* _Goal of the exercise_:
Lines that include the word "node" should be copied from the listing that follows.

* _Entries supplied_:
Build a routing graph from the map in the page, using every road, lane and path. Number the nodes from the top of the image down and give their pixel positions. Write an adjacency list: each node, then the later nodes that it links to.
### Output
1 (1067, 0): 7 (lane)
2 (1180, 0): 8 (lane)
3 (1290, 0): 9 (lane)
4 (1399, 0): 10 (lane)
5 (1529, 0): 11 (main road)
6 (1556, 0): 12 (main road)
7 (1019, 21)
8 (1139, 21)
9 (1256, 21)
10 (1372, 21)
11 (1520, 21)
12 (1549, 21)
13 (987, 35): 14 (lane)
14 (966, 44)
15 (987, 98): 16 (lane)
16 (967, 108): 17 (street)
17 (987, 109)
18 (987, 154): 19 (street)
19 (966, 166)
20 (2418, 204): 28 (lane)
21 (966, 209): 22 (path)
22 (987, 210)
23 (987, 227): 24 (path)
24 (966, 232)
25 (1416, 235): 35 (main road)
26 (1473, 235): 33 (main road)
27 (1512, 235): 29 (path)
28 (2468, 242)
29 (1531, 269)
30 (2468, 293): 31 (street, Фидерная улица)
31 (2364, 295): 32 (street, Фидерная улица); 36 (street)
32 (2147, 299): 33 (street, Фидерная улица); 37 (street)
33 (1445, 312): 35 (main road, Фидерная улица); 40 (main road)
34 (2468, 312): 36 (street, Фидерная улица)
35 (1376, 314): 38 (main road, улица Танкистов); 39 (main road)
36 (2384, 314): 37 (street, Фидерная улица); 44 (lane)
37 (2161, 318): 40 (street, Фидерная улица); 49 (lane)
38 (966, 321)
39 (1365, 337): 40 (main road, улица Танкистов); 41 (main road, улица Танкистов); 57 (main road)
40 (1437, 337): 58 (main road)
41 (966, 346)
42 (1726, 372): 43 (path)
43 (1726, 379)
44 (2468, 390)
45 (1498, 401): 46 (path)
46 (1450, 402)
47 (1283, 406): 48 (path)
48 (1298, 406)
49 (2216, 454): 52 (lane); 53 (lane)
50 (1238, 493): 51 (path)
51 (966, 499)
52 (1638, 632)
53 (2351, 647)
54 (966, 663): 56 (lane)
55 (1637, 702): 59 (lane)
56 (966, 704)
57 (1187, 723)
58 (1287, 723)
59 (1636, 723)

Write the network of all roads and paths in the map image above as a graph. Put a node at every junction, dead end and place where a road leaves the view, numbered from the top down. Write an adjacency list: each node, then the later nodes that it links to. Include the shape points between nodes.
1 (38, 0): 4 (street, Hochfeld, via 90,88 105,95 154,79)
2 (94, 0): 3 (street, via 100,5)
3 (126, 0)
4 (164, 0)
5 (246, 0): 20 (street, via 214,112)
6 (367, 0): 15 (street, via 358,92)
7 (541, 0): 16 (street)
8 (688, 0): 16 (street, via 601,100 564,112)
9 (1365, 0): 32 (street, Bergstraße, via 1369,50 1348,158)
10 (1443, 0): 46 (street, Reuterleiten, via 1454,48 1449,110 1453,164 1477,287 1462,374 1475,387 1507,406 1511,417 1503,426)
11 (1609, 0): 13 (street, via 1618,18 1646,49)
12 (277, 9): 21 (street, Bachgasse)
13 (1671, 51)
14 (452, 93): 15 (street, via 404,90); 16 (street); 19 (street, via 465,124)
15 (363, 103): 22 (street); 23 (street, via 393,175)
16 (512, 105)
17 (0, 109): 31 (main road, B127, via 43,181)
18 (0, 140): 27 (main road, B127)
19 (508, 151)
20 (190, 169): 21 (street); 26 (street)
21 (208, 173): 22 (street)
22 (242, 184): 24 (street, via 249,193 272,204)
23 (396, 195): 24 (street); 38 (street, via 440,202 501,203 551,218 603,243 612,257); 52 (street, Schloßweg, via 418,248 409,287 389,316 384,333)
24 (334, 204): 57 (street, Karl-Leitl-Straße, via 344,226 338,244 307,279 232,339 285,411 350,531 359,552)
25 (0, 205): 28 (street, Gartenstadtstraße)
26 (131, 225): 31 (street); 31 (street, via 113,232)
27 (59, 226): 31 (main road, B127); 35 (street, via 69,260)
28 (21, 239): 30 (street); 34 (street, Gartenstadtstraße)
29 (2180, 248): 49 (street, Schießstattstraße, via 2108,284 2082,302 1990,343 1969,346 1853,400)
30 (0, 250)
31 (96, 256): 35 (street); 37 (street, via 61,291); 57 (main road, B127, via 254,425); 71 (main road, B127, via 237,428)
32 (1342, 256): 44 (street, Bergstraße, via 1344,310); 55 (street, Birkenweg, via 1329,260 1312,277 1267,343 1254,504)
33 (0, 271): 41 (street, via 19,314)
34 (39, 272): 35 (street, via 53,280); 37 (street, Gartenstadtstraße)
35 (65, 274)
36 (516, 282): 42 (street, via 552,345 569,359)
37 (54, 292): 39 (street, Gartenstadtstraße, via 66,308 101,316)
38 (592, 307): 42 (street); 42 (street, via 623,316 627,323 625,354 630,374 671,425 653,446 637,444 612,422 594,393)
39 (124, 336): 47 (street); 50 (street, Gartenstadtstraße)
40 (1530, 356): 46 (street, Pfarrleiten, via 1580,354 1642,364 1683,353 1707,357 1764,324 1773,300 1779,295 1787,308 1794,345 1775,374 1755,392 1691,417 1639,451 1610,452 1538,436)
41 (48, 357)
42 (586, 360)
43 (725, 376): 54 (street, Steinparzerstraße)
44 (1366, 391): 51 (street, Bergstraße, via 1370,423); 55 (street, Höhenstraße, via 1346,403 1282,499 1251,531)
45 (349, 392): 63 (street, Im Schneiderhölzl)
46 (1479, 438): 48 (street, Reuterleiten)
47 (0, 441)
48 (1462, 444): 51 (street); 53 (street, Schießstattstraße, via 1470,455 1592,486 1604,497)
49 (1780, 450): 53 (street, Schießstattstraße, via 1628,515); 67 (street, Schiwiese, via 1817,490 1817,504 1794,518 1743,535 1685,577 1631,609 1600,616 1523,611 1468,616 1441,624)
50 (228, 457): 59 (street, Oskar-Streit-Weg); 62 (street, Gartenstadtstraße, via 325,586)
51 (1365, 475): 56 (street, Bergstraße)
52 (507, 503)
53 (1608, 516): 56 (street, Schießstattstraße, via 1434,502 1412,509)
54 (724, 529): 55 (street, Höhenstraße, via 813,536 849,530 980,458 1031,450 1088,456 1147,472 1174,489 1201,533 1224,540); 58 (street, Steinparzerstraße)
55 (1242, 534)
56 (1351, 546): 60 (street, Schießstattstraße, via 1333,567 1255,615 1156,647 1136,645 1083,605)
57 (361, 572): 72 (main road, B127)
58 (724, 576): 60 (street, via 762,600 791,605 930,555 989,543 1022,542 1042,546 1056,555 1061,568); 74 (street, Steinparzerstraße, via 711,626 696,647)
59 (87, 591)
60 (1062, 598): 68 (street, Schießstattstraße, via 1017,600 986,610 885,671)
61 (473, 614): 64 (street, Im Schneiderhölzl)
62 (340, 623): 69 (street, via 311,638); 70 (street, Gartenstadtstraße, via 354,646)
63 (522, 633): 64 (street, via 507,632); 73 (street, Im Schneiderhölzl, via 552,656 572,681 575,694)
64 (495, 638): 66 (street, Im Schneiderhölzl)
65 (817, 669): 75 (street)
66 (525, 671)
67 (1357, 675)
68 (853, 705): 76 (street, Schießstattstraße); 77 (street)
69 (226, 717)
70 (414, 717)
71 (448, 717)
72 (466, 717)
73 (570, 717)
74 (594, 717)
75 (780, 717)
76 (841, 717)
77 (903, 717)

* _Task solution_:
Build a routing graph from the map in the page, using every road, lane and path. Number the nodes from the top of the image down and give their pixel positions. Write an adjacency list: each node, then the later nodes that it links to.
Write the network of all roads and paths in the map image above as a graph. Put a node at every junction, dead end and place where a road leaves the view, numbered from the top down. Write an adjacency list: each node, then the later nodes that it links to. Include the shape points between nodes.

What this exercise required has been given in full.